The Colorado School of Public Health is a collaborative school of public health representing three Colorado public educational and research institutions: the University of Colorado, Colorado State University and the University of Northern Colorado. The school is accredited by the Council on Education for Public Health. The school operates on three university campuses: the University of Colorado Anschutz Medical Campus in Aurora, Colorado, Colorado State University in Fort Collins, Colorado, and the University of Northern Colorado in Greeley, Colorado.

== History ==

The school officially opened on July 1, 2008, following decades of dedicated development. Planning for the school was initiated by a partnership of public health practitioners, academics, and business leaders. The partnership formed an official taskforce in 2002 in order to develop a strategic plan and seek the funding necessary to open a school of public health. The task force was successful and instrumental in the decision to open the school as a collaboration. In August 2007, each university president or chancellor signed a memorandum of agreement to open the school and the founding dean was appointed that December. Within months the school admitted its first class of students, setting the stage for growth future development. Among those developments, the school received full accreditation from the Council on Education for Public Health October 2010, and was reaccredited in September 2015.

Today the school enrolls nearly 600 students, with over 200 full-time faculty across the three university campuses, and more than 2,600 alumni. The organization establishes partnerships to develop its regional and global health initiatives.

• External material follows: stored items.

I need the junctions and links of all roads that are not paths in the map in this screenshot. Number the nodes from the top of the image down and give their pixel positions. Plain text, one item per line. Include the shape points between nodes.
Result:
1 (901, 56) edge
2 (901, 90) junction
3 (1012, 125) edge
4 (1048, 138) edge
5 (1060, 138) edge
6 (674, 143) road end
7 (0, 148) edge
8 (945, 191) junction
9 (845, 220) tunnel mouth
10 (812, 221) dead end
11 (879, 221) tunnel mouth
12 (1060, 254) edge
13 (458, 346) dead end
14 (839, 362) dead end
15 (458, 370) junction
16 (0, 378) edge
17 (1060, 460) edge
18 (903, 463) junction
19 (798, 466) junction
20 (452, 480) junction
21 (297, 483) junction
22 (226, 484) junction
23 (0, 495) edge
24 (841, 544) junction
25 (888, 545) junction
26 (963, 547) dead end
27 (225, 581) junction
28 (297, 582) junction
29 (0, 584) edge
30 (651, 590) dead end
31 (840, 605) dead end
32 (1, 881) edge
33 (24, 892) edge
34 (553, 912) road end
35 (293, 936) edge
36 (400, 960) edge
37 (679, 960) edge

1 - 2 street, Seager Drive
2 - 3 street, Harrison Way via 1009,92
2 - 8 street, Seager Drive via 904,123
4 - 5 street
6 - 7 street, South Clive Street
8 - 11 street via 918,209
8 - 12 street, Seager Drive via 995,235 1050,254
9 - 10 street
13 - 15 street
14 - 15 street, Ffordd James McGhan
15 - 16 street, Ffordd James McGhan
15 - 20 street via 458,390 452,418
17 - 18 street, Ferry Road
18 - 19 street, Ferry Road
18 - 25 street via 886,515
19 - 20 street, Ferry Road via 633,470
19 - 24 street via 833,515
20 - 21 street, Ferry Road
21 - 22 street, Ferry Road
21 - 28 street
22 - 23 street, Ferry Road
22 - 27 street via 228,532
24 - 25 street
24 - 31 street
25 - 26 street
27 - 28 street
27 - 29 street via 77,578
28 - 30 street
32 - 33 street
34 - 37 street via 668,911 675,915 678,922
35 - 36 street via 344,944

In 2018, the Colorado School of Public Health (ColoradoSPH) celebrated its 10th anniversary.

=== Deans ===
- Richard F. Hamman, MD, DrPH (Founding Dean, December 2007 – December 2010)
- Judith Albino, PhD (Interim Dean, January 2011 – May 2012)
- David C. Goff, Jr, MD, PhD (June 2012 – November 2016)
- Elaine Morrato, DrPH, MPH, CPH (Interim Dean, December 2016 - September 2017)
- Jonathan M. Samet, MD, MS (October 2017 – August 2023)
- Cathy Bradley, PhD (August 2023 - Present)

== Campus ==
The school operates on three university campuses: the University of Colorado Anschutz Medical Campus in Aurora, Colorado, Colorado State University in Fort Collins, Colorado, and the University of Northern Colorado in Greeley, Colorado.

== Academics ==

=== Degrees ===
The Colorado School of Public Health offers degrees in Master of Public Health, Master of Science, Doctor of Public Health, and Doctor of Philosophy. It has to five academic departments:

- Biostatistics and Informatics

- Community and Behavioral Health
- Environmental and Occupational Health
- Epidemiology
- Health Systems, Management and Policy

=== Academic centers ===
- Centers for American Indian & Alaska Native Health
- Center for Global Health
- Center for Health, Work & Environment
- Center for Innovative Design & Analysis
- Center for Public Health Practice
- Colorado Integrated Food Safety Center of Excellence
- Injury & Violence Prevention Center
- Latino Research & Policy Center
- Lifecourse Epidemiology of Adiposity & Diabetes Center
- Rocky Mountain Prevention & Research Center
- Rocky Mountain Public Health Training Center

=== Accreditation ===
The school is accredited by the Council on Education for Public Health.